The New York Times looks at the likely aftermath of a June Supreme Court ruling that there is a constitutional right to same-sex marriage:
Still, once the Supreme Court speaks, in a decision widely expected to make same-sex marriage a national right, the opponents’ anger and energies are likely to focus on a more limited issue, what they call protections for conservative religious officials or vendors who want to avoid involvement in same-sex weddings.
Gerald N. Rosenberg, a political scientist and legal scholar at the University of Chicago, said his former predictions of a wider, lasting backlash to marriage rulings had been overtaken by the “sea change in public opinion.”
Such “opt out” proposals may produce political heat, as recently seen in Indiana and Arkansas, where the governors, under pressure from businesses, felt compelled to weaken so-called religious freedom bills. But they will not impede the ability of gay couples to marry, Mr. Rosenberg said.
And this:
Yet whatever resistance strategies are adopted, many legal and political experts who have studied the impact of divisive Supreme Court rulings in the past, and the trajectory of the same-sex marriage movement, say they do not expect a lasting, powerful backlash of the kind that followed decisions on school desegregation and abortion.
Instead, the experience in states where same-sex marriage has already been legalized suggests that public opposition is likely to wither over time.
“As more couples marry, more people will know people who are married,” said Michael J. Klarman, a legal historian at the Harvard Law School and author of a 2012 book on earlier same-sex marriage rulings. “And those who oppose it will find out that the sky doesn’t fall.”
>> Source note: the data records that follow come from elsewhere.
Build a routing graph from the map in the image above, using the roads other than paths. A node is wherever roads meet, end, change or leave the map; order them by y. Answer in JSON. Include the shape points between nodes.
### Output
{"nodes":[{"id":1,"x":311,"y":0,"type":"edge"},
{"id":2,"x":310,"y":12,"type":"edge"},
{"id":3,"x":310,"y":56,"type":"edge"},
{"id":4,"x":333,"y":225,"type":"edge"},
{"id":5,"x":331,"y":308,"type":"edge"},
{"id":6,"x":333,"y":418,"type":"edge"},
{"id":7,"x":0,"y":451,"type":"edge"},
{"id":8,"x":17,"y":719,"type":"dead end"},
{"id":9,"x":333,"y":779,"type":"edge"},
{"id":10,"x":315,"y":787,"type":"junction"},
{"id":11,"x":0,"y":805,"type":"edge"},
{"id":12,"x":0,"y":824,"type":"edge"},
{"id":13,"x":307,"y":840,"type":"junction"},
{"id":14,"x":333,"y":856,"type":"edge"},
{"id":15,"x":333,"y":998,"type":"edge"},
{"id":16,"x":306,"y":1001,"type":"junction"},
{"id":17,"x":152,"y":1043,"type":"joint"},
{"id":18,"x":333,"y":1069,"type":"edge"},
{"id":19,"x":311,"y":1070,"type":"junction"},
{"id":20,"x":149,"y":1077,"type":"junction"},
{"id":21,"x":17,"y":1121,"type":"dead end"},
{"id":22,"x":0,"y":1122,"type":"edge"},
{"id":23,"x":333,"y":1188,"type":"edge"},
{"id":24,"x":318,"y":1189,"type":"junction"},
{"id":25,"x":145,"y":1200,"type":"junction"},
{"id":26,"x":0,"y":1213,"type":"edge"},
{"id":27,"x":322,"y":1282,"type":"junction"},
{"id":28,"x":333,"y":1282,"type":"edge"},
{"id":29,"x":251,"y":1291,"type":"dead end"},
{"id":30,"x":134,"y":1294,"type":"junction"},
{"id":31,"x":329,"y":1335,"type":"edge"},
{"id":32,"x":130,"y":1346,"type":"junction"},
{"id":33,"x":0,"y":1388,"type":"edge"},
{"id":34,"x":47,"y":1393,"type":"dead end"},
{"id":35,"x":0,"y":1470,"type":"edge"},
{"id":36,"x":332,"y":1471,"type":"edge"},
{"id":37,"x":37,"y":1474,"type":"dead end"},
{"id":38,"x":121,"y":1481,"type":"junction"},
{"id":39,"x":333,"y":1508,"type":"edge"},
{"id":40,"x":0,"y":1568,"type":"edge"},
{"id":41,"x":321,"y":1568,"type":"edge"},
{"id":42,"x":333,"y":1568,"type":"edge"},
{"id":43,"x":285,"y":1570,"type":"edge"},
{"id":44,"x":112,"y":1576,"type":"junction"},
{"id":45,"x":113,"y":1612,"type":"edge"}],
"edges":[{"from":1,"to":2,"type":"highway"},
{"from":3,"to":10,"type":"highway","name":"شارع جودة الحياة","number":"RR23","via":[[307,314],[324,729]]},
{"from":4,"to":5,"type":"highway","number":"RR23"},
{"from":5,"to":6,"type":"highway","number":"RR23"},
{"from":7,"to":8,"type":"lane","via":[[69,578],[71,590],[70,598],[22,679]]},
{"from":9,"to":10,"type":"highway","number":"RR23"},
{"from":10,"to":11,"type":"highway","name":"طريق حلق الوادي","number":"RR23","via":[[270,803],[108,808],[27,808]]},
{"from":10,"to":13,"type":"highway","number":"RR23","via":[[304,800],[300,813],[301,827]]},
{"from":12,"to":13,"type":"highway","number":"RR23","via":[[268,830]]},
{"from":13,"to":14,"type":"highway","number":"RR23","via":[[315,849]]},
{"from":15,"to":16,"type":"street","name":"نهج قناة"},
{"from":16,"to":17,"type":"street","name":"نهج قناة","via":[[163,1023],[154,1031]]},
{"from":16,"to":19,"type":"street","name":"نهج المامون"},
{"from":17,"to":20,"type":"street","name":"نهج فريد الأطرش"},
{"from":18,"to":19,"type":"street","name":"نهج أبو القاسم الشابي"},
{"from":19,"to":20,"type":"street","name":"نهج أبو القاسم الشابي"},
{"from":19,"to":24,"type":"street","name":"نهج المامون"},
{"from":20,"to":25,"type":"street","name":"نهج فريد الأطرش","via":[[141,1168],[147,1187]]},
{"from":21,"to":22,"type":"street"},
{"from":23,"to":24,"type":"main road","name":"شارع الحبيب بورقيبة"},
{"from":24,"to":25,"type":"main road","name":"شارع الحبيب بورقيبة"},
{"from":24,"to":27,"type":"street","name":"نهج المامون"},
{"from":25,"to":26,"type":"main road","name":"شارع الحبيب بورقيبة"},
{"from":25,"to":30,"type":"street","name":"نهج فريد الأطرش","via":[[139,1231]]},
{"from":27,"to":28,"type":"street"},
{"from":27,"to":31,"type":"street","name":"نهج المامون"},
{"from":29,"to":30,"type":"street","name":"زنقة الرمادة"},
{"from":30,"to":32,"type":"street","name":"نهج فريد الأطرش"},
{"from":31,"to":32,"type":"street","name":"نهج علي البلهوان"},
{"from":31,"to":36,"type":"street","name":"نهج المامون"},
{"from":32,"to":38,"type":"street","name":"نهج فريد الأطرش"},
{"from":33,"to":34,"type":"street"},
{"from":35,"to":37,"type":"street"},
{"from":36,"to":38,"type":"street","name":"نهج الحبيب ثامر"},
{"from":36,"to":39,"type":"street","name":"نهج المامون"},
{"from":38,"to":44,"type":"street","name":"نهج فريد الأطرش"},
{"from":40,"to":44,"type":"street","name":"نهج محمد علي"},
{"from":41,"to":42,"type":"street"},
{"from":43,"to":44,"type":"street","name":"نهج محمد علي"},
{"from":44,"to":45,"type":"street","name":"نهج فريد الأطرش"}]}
Assuming that the Supreme Court rules the right way, I think that’s correct. Same-sex marriage is not abortion; it is not the taking of life. There will not be mass mobilizations to pass Ted Cruz’s constitutional amendment.
But the debate over whether independent vendors with religious views opposed to participating in same-sex weddings should be forced by the state to do so (at the behest of angry authoritarians) will continue, and it will be ugly. Think witch hunts.
Confusing the matter is a related but different issue: whether civil servants should be able to opt out, and here I think the answer has to be no. There is a key difference between private, self-employed citizens who don’t want to provide creative services to same-sex weddings, and servants of the state.
While some of my friends on the left seem to think everyone is essentially (or should be) treated as a servant of the state, that’s actually not the American way, and shouldn’t be.
But, on the other hand, if government officials can’t perform their duty to treat all citizens equally, citing their own religious convictions, then they should step aside. Separation of church and state is also the American way.